Exercise instructions: Filter the records down to the lines that hold the word "roads", and copy each of those lines.

Record set:
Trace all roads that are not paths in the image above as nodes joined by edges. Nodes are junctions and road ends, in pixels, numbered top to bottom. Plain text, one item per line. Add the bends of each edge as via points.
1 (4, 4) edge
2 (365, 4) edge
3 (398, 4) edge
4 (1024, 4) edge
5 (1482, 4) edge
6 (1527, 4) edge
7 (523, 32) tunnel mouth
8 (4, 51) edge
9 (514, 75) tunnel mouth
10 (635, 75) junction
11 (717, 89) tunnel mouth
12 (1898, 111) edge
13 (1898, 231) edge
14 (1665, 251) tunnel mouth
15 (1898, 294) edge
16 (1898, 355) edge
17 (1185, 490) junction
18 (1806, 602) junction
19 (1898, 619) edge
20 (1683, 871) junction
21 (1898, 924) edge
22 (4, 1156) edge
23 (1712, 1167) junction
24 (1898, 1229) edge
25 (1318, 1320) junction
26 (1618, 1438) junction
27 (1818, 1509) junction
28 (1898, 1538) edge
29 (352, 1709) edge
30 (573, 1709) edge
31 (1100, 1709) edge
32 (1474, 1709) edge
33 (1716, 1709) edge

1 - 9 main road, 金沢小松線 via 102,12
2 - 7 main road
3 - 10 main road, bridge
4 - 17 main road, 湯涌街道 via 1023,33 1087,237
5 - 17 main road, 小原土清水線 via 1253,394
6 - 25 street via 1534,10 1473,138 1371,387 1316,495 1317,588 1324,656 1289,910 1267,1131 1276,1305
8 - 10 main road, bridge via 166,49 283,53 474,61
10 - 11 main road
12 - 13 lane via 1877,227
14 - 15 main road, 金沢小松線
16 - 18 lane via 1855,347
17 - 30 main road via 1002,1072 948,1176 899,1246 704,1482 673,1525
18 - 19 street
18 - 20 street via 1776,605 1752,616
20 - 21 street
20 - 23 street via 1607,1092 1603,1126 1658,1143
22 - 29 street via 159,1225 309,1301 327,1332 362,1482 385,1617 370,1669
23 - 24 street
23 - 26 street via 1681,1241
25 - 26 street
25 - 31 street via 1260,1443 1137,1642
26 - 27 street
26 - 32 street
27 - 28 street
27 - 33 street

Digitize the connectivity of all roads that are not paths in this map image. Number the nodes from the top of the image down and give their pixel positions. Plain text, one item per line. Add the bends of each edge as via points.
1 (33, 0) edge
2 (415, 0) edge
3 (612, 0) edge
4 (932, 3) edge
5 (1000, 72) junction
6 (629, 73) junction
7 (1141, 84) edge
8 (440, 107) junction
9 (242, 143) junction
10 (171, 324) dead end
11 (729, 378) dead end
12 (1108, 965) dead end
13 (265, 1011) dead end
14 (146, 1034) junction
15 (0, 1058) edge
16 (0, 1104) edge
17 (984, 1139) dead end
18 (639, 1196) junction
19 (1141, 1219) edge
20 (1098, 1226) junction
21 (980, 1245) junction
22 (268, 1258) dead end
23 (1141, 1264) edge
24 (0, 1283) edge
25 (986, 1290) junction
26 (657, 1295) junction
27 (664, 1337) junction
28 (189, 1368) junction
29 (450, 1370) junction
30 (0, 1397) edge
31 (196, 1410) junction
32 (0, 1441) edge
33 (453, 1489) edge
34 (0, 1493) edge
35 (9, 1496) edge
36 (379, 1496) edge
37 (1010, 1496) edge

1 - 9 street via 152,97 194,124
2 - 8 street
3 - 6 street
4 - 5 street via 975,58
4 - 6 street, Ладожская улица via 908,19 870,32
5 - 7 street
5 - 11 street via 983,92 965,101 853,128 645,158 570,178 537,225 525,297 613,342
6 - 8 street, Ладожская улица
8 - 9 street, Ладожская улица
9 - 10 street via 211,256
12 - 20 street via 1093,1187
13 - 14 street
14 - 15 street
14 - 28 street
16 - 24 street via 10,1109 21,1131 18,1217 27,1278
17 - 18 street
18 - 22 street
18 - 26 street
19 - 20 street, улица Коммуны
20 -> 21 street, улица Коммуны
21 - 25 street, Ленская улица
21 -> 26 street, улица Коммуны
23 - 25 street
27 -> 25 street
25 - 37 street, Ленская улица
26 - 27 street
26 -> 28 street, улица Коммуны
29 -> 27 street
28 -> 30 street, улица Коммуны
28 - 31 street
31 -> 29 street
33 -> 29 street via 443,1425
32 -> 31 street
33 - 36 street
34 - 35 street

Answer for this exercise:
Trace all roads that are not paths in the image above as nodes joined by edges. Nodes are junctions and road ends, in pixels, numbered top to bottom. Plain text, one item per line. Add the bends of each edge as via points.
Digitize the connectivity of all roads that are not paths in this map image. Number the nodes from the top of the image down and give their pixel positions. Plain text, one item per line. Add the bends of each edge as via points.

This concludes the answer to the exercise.